Emerging Sensor Systems
Speaker: Ross Walker
Host Faculty: Professor Jon Viventi
Sensor systems are a ubiquitous part of modern life and make huge impacts on how we deal with disease and injury, how we communicate and travel, and how we understand our environment and ourselves. Miniaturized sensors fueled by the MEMS revolution and progress in integrated circuit technology have paved the way for small, cheap, and highly effective sensor systems. Quantum physics and materials science are bringing in the next wave of sensors that can be made orders of magnitude smaller and are capable of new modes of information transduction. Two emerging sensor systems outlined below will be discussed, and future research directions will be presented.

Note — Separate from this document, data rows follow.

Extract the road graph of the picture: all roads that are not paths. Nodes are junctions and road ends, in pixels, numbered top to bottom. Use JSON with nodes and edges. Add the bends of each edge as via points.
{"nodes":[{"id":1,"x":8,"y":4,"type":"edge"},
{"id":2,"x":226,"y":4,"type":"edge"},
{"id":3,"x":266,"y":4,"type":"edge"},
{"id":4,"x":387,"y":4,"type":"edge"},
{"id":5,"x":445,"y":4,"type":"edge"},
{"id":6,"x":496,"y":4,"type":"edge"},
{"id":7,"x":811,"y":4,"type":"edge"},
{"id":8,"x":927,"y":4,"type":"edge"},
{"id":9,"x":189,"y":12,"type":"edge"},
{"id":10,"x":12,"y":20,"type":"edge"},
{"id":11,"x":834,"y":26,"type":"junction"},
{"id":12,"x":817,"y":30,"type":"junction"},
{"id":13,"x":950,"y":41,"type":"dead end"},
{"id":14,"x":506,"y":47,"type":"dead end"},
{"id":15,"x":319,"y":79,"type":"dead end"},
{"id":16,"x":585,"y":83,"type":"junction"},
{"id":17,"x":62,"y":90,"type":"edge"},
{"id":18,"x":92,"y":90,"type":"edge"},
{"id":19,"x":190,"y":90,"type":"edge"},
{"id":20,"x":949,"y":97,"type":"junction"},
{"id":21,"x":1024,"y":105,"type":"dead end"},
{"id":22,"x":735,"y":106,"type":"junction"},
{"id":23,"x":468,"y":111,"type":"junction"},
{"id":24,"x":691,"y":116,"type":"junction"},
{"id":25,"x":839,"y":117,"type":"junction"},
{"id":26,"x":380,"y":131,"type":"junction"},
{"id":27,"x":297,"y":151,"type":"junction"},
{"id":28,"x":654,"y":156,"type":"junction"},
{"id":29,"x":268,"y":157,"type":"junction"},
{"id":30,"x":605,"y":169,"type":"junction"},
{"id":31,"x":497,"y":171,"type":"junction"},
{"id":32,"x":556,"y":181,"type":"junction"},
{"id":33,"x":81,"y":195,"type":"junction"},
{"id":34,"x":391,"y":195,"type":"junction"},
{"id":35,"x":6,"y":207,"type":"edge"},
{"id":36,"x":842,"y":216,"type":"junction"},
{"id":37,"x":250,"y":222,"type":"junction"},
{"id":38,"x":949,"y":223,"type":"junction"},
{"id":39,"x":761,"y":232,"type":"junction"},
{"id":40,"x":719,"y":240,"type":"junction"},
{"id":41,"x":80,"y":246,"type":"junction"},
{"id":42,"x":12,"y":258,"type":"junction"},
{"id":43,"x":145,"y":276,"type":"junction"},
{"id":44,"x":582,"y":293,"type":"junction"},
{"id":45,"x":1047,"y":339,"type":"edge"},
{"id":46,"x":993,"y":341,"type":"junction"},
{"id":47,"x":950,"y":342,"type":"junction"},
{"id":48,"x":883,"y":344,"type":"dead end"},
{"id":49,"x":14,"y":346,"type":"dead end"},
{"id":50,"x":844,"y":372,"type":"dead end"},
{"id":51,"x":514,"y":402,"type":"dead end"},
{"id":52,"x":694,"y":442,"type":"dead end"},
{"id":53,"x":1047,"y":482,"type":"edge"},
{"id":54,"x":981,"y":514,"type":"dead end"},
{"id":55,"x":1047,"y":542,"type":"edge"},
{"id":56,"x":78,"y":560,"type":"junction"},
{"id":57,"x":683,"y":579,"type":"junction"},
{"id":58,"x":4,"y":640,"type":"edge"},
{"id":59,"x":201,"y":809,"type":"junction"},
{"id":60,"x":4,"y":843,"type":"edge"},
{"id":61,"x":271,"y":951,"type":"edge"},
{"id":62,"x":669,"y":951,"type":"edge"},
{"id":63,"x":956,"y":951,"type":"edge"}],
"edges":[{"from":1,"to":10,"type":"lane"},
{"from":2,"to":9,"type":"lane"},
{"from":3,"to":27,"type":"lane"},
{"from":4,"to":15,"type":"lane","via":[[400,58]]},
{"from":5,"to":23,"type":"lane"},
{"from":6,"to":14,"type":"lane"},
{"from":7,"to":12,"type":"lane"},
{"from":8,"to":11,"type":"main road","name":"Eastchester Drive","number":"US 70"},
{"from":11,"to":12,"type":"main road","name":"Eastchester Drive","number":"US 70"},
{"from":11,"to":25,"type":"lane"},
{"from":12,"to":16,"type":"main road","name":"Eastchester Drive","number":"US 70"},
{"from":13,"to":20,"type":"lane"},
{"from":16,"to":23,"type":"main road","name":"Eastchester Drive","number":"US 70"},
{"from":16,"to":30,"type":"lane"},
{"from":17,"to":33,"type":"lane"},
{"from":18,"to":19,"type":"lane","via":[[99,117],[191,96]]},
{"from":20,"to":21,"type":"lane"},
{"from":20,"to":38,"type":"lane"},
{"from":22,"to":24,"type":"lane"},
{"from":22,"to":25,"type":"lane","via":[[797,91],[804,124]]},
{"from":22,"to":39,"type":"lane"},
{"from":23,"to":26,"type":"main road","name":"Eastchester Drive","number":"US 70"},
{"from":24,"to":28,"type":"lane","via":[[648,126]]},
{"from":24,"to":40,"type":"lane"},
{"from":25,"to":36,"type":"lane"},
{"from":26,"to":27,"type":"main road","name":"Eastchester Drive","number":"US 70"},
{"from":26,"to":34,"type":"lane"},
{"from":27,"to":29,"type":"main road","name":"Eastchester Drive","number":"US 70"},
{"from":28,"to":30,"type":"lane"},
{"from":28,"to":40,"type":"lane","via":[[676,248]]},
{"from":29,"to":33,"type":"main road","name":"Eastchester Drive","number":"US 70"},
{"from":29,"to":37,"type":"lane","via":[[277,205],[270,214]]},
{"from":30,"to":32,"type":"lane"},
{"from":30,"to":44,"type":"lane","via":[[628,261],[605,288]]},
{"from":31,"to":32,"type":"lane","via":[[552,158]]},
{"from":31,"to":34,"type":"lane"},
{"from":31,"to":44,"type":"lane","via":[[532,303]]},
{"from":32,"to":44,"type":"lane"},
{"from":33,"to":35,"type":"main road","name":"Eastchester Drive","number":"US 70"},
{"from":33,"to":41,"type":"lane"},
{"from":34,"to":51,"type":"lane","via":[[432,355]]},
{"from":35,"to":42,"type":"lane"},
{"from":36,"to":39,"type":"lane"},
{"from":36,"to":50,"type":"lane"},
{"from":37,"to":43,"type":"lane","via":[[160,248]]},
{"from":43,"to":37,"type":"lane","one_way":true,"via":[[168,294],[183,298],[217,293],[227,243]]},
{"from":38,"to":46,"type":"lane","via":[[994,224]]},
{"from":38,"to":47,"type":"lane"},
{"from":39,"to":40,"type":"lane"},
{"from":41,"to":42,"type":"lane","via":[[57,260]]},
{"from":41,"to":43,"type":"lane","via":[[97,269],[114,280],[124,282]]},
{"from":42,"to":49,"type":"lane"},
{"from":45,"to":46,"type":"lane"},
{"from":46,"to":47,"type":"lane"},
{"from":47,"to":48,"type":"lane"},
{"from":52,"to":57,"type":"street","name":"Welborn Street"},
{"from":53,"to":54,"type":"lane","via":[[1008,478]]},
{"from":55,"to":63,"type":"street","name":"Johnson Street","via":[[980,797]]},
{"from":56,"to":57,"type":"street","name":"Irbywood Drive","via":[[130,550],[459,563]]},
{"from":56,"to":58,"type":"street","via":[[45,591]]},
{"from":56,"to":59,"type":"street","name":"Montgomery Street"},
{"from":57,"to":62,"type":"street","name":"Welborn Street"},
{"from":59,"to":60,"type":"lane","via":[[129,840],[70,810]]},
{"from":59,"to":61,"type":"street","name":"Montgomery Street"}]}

Progress in head-mounted neural recording platforms at Stanford University, reported in the literature as the ‘Hermes’ project series, has motivated the research and design of a new front-end ASIC solution for broadband acquisition of 96 channels of neural data from chronically implanted “Utah” intracortical microelectrode arrays (UEA). The proof-of-concept chip consumes 6.4mW from 1.2V while occupying 5mm × 5mm in 0.13µm CMOS, and enables basic neuroscience as well as neural prosthetics research by providing high fidelity simultaneous recordings from all available UEA channels with low power consumption and a compact form factor. The front-end IC and functional HermesE system prototype will be discussed.
A new label-free electronic biosensing technique is explored, based on quantum information transduction of a solvated analyte’s chemical composition. The technique combines the advantages of conventional label-free and mass spectrometry technologies by leveraging the physics of non-adiabatic, quantum, charge-transfer-related transitions at nanofabricated electrochemical interfaces. The quantum transition-based current is a rich new source of information about chemical composition, upon which we are creating a new biomolecular sensing platform for detection of biothreat agents such as botulinum toxin.
About the Speaker
Ross Walker is a graduate student at Stanford University. He received the B.S. degree in electrical engineering and the B.S. degree in computer science from the University of Arizona, Tucson, in 2005. In 2007, he received the M.S. degree in electrical engineering from Stanford University, Stanford, CA. Since 2007 he has been working toward the Ph.D. degree at Stanford University. He recently defended his thesis research and is set to graduate in June 2013. From 2003-2004 he held internships at IBM and National Semiconductor, both in Tucson, AZ. In 2006 he held an internship at Linear Technology, Milpitas, CA. His research interests include mixed signal integrated circuit design with emphasis on sensor interfacing, signal processing, and biomedical applications. Ross has worked on biomedical optical imaging systems, direct neural interface systems, quantum biomolecular transducers, and other sensor related projects.